Landowners, Realtors seek more disclosure, protections
By Timothy B. Wheeler, The Baltimore Sun
4:29 p.m. EST, December 31, 2011
OAKLAND —
— The first natural gas well has yet to be drilled into the Marcellus shale deposits underlying Western Maryland, but ripples already are being felt here from an industry that has brought wealth — and controversy — in neighboring states where drilling has proceeded apace.
Complaints from landowners about misleading pressure tactics by drilling company agents and concern that widespread leasing for mineral rights could hurt home sales are prompting calls for legislation to change the state’s laws on leasing of land for gas and possibly other energy development.
“Basically, these leases should be protecting both the landowners and the community, and they’re just not,” said Natalie Atherton, acting director of CitizenShale, a group recently formed to see that the residents in this economically depressed mountain region are not short-changed if gas is found, and in any case aren’t left with contaminated streams and wells and other harm.
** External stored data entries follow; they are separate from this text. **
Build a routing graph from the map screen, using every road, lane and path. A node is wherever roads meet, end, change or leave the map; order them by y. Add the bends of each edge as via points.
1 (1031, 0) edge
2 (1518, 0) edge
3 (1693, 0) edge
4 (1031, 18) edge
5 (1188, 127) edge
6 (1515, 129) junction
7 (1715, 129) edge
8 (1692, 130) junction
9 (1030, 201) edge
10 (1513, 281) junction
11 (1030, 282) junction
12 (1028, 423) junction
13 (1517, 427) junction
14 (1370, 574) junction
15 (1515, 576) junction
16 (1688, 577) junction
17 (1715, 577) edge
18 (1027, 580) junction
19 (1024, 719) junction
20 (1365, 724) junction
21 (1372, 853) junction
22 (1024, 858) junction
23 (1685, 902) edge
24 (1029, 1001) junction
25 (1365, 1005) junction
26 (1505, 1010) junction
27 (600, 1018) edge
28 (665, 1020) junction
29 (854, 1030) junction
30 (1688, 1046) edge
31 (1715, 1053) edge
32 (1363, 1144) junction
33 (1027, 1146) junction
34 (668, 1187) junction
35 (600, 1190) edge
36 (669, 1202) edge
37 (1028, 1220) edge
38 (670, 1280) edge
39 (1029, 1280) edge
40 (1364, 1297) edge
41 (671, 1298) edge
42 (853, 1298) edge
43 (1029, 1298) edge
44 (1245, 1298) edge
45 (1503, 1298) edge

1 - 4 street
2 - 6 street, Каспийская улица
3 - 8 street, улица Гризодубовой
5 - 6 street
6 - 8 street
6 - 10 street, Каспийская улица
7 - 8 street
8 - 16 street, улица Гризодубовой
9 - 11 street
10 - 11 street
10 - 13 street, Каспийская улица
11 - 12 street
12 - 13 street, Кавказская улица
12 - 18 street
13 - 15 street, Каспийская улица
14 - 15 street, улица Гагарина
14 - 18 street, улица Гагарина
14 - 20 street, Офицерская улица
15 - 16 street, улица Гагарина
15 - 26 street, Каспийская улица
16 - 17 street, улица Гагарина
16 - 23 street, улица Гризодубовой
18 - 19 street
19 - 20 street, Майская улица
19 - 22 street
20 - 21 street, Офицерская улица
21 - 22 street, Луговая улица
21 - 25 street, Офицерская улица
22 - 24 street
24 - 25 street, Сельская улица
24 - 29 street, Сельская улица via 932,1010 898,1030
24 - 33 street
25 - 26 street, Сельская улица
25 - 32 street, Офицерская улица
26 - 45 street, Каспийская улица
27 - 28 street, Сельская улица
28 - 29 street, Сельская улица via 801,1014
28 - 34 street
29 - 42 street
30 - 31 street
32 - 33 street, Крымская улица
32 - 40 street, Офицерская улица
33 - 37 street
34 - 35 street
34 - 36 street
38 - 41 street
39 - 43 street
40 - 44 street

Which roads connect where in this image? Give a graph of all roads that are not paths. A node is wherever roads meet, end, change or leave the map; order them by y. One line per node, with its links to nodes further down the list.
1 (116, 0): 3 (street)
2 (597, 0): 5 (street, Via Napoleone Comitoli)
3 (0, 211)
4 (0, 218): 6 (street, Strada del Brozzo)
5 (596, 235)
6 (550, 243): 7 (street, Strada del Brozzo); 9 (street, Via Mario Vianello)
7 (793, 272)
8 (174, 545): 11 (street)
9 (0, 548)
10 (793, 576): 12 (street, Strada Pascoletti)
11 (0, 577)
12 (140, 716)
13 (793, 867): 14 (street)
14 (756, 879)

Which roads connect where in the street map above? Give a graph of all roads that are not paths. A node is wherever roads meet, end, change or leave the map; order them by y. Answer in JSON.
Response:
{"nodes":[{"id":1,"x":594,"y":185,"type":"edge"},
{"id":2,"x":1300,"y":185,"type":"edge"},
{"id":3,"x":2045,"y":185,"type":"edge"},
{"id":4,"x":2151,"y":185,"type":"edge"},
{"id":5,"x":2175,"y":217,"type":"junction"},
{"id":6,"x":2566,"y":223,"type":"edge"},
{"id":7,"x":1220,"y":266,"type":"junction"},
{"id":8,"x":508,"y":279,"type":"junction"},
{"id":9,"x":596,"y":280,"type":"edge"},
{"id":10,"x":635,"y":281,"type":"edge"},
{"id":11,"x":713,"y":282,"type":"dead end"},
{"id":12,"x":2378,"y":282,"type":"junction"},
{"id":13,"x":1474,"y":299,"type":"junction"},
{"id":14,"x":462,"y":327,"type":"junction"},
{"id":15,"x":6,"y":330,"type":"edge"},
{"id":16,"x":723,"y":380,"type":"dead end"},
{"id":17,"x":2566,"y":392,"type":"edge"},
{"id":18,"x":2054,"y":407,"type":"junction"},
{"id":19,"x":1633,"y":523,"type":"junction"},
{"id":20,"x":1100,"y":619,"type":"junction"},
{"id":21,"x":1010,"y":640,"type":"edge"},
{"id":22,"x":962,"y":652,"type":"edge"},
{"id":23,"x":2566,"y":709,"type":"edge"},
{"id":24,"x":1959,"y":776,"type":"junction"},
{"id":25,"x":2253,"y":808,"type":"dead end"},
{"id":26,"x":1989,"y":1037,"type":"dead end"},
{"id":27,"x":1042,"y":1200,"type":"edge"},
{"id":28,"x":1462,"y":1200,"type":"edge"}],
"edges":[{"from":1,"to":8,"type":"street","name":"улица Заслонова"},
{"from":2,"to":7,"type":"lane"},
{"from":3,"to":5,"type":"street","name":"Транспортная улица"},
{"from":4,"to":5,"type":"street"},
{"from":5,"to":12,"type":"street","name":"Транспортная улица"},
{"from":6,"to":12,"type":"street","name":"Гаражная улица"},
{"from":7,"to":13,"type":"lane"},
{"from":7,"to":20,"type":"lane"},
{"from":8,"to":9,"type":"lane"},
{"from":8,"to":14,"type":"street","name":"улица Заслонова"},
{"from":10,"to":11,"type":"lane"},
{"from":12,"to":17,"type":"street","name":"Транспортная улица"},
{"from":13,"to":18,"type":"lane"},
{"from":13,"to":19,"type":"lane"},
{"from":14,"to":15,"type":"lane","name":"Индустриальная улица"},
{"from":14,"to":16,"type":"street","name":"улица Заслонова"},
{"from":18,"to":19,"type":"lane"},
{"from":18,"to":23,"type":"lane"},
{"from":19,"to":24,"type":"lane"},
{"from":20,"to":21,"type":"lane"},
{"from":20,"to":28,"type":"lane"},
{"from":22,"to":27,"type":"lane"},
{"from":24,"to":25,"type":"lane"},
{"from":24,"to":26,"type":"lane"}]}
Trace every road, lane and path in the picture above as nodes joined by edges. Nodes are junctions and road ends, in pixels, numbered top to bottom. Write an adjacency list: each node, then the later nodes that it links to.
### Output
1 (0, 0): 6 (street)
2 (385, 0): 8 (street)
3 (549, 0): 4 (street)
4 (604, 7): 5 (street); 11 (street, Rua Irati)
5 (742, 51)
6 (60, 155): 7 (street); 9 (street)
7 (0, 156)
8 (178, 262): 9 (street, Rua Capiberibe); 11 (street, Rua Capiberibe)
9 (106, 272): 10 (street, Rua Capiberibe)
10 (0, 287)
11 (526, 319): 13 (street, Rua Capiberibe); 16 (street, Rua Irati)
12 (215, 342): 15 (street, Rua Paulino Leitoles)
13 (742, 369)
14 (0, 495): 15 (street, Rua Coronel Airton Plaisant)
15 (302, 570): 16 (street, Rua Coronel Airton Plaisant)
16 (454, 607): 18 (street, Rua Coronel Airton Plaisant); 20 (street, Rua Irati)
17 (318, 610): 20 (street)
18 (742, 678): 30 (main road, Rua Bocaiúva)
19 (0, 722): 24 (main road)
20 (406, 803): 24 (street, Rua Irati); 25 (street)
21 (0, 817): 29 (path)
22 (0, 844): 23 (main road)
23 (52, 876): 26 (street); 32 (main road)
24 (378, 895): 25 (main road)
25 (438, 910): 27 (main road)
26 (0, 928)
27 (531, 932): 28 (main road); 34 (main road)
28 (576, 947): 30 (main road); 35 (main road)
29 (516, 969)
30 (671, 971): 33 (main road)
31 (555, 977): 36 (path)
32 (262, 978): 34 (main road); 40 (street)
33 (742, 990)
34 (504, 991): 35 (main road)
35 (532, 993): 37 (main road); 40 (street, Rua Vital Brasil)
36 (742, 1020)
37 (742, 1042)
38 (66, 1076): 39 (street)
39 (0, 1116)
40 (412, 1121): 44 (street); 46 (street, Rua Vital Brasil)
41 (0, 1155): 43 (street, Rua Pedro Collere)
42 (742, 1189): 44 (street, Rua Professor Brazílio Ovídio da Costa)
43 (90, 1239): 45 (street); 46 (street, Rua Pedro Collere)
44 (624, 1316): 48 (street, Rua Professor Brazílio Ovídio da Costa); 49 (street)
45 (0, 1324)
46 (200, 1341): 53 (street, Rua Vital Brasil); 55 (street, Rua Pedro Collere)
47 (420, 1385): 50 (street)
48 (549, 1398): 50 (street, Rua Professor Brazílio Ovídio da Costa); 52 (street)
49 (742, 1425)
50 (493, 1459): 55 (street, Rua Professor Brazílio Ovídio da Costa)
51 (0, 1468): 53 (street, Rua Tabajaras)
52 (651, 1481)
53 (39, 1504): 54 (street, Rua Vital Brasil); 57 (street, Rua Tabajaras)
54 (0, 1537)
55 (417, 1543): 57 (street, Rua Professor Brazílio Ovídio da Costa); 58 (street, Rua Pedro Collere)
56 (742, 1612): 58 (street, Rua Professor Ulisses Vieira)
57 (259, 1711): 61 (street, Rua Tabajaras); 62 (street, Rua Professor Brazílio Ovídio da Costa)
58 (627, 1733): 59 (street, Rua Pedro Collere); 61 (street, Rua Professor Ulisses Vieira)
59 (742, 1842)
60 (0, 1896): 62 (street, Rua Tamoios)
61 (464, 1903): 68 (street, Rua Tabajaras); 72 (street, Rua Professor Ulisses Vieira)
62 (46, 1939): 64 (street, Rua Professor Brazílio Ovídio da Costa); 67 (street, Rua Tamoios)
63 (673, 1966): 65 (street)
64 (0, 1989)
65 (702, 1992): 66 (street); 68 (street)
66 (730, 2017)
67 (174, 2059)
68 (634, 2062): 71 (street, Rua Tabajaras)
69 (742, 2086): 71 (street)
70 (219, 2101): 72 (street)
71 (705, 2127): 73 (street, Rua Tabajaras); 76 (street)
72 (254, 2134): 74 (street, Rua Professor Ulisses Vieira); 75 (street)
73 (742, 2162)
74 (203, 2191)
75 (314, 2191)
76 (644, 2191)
Years ago, amid geologists’ predictions that they were sitting atop a vast, untapped wealth of natural gas, hundreds of landowners in Garrett and Allegany counties eagerly signed leases to allow wells to be drilled on their land and to receive royalties on any gas found there. But some who were among the last to sign say they felt pressured to do so and misled about the risks of the hydraulic fracturing technique that would be used to extract gas from rock formations thousands of feet below their homes.